TRY IT →
In the records that follow, count each line where the string "Ellerson" occurs. Provide the total and no other text.

PROVIDED ENTRIES →
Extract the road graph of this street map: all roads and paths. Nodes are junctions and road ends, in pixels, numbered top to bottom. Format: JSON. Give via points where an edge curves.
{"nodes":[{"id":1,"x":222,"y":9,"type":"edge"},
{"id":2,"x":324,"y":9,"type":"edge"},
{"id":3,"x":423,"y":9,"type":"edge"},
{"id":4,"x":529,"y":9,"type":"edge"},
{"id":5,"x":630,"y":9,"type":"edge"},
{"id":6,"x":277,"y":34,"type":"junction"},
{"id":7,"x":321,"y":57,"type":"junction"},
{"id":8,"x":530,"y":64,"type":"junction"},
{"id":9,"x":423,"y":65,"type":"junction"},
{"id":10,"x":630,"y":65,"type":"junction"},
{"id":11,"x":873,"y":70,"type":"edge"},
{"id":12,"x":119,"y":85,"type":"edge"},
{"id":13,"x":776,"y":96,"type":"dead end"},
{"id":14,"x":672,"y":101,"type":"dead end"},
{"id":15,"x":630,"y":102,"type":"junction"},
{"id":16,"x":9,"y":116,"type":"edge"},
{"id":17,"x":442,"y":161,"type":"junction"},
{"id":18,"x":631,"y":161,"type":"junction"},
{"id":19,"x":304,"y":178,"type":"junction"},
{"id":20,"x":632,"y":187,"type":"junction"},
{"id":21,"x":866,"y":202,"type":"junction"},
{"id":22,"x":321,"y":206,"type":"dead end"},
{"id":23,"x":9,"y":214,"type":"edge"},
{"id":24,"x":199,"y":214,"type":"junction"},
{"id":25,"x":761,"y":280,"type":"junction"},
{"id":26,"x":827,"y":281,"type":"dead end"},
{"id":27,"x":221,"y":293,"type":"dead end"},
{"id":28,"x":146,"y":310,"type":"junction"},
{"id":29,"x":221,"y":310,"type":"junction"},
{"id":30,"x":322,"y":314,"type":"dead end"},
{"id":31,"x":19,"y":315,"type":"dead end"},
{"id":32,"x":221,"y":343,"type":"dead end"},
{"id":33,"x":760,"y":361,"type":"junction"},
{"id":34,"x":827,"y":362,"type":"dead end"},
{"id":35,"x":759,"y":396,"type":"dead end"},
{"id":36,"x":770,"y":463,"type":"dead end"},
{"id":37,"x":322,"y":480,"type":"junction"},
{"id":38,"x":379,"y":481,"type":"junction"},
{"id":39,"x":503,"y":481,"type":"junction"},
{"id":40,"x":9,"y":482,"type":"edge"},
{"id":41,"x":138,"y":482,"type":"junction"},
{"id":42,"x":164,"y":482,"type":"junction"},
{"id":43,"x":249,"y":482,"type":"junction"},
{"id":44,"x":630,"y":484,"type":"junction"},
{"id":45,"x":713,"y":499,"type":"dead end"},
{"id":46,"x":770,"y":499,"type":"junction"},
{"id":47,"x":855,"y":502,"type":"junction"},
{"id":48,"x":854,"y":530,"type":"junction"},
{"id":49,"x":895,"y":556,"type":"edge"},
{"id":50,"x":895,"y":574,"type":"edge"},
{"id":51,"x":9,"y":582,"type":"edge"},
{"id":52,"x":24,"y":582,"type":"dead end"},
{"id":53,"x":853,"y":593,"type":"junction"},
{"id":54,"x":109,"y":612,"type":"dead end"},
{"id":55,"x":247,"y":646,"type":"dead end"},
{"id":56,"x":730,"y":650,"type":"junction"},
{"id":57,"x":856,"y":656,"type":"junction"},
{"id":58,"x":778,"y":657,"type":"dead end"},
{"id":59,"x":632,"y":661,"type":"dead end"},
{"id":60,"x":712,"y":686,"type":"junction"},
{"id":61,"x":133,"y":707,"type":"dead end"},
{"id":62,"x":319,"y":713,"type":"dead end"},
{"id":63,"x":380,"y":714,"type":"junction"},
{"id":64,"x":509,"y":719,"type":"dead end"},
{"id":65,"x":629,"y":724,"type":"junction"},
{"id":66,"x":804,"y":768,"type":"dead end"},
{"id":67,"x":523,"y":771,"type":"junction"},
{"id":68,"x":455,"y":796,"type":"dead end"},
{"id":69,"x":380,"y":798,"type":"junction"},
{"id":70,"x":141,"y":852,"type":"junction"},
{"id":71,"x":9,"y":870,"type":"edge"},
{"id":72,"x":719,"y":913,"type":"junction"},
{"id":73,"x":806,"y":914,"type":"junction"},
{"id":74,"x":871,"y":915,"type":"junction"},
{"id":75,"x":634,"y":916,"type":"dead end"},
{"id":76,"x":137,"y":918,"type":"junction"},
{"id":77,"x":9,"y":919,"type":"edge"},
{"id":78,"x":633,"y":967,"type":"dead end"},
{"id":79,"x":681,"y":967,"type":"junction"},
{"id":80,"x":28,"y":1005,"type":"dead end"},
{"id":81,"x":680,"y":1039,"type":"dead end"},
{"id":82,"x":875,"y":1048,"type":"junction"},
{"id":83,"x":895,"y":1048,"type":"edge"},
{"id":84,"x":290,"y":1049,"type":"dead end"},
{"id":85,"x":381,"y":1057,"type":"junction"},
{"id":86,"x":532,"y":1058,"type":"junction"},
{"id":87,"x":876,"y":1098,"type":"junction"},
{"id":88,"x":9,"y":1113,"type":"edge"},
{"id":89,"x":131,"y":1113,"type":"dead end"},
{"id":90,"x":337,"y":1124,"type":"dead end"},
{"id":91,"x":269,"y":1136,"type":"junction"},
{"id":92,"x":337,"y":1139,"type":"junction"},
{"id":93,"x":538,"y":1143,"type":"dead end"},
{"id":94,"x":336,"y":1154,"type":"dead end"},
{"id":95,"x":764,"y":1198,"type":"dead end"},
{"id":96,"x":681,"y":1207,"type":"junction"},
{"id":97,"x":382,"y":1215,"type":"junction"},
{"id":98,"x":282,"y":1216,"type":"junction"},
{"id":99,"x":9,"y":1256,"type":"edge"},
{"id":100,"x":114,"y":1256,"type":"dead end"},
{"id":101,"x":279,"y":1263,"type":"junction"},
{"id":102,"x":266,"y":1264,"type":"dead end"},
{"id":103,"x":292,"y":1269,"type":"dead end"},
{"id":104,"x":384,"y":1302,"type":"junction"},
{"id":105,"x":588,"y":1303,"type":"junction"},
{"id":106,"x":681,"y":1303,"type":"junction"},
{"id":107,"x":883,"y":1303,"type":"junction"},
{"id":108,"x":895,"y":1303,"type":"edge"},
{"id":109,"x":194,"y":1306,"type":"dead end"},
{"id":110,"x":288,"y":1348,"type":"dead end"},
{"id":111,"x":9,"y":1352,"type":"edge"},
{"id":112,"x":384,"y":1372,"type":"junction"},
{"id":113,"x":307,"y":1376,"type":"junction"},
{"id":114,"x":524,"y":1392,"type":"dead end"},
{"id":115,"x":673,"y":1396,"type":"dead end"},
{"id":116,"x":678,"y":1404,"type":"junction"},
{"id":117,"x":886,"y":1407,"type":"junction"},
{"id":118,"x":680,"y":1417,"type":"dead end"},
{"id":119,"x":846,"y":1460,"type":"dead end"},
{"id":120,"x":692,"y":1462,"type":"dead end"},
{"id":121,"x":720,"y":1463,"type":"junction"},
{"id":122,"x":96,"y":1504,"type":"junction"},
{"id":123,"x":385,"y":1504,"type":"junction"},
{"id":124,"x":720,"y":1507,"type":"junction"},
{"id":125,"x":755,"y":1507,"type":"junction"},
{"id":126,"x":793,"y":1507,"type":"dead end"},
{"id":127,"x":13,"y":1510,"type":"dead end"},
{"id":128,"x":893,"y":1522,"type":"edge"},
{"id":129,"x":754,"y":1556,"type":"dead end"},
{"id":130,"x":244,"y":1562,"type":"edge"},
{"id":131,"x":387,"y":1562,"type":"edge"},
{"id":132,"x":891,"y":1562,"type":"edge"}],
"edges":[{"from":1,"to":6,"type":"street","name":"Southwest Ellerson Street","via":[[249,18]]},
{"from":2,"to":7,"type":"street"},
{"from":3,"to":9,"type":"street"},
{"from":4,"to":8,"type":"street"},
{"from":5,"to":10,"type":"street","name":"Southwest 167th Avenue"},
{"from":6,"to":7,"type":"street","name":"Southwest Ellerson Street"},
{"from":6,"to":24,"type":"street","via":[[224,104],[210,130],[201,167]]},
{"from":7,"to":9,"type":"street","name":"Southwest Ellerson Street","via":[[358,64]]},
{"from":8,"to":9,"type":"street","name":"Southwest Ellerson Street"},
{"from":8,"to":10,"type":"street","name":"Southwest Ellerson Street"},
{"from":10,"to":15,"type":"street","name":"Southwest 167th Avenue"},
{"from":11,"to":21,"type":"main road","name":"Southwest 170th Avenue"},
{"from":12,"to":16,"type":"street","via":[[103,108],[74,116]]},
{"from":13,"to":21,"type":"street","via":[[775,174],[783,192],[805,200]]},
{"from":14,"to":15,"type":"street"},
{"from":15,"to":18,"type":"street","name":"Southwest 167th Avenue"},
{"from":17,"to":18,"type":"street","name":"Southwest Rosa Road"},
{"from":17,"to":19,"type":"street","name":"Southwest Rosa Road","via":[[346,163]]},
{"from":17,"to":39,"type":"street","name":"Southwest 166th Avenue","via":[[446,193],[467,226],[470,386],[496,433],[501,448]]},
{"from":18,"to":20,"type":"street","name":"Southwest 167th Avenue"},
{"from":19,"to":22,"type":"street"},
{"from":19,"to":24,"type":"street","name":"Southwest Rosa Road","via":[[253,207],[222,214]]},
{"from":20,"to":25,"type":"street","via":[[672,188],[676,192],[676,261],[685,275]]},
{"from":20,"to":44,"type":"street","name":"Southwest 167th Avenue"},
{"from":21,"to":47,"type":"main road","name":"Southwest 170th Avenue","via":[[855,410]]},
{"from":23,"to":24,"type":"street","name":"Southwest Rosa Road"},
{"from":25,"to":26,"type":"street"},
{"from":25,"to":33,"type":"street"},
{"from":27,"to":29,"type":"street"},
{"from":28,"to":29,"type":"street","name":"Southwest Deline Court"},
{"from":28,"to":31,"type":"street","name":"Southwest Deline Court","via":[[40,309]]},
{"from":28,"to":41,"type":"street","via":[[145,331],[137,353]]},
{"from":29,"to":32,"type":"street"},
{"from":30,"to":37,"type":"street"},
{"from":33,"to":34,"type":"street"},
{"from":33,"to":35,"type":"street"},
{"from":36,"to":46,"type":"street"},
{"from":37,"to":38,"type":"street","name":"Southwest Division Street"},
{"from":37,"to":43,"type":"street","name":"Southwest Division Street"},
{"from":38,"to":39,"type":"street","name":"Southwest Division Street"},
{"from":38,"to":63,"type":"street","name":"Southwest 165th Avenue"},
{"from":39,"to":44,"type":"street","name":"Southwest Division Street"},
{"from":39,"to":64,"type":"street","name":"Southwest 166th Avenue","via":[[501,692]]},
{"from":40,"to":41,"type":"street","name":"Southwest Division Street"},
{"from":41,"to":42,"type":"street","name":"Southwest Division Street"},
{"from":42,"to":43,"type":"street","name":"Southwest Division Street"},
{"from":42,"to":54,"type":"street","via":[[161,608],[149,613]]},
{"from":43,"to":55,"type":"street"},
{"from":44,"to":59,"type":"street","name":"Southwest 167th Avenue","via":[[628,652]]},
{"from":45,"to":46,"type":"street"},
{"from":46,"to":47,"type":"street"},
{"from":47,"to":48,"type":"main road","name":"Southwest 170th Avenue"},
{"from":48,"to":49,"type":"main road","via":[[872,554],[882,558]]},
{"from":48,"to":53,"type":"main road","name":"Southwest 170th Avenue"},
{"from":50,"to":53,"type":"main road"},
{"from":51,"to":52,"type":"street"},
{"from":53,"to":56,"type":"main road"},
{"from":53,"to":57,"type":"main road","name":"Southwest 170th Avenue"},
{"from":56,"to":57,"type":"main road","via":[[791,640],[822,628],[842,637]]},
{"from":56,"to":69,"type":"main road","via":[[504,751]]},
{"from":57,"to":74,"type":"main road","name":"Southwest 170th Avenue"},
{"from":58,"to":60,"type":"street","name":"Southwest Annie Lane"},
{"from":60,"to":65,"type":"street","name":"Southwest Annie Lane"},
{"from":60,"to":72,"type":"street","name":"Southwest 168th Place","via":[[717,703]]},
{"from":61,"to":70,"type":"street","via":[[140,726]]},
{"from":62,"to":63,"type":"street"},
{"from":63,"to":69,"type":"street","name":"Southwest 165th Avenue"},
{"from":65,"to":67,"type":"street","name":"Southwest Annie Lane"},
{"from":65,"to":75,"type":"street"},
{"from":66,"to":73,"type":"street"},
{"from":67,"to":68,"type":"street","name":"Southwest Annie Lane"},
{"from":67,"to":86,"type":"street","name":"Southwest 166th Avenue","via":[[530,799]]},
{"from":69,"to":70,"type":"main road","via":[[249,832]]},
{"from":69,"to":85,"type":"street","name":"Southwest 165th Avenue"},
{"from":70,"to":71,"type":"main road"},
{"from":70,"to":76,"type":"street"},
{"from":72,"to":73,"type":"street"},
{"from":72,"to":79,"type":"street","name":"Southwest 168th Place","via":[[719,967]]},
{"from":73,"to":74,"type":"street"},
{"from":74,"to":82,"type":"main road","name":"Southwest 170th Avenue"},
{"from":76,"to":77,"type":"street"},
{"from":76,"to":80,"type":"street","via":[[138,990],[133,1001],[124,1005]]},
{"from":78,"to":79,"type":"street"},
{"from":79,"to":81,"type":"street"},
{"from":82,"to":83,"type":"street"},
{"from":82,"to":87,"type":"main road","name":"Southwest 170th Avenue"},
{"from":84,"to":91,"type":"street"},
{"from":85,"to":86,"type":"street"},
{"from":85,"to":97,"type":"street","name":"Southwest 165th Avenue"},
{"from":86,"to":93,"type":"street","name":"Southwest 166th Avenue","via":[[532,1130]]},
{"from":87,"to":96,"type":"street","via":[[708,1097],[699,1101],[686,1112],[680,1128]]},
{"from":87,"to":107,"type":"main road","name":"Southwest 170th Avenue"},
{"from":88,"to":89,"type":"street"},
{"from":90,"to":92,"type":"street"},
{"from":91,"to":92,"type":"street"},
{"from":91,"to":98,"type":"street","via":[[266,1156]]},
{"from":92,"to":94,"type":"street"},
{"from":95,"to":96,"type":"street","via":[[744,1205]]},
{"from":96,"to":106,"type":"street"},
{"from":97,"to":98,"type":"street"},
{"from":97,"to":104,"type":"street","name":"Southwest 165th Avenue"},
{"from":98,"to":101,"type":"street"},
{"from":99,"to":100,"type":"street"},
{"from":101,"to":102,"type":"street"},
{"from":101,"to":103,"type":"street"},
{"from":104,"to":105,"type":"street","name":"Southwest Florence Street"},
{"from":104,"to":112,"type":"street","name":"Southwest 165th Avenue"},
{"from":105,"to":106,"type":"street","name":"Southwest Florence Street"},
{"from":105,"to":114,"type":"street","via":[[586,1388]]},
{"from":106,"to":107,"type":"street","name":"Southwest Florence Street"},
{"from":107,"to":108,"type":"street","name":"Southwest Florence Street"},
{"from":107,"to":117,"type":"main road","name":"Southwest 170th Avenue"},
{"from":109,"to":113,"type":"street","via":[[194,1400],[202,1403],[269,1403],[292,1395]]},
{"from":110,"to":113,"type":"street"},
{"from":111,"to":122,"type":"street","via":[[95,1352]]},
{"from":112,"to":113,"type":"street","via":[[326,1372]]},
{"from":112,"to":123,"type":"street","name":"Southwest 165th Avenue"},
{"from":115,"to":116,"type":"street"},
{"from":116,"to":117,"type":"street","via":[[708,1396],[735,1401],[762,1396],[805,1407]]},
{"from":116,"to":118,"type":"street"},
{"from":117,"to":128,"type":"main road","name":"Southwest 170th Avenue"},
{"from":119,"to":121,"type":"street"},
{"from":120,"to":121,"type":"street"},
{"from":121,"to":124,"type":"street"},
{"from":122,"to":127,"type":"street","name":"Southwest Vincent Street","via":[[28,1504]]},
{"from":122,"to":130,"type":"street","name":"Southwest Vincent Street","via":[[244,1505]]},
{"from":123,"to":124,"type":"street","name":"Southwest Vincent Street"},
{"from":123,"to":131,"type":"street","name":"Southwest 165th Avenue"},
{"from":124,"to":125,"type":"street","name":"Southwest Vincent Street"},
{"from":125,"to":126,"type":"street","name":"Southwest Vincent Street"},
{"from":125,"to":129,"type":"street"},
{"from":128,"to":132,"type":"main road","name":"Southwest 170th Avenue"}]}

RESPONSE TO THIS TASK →
5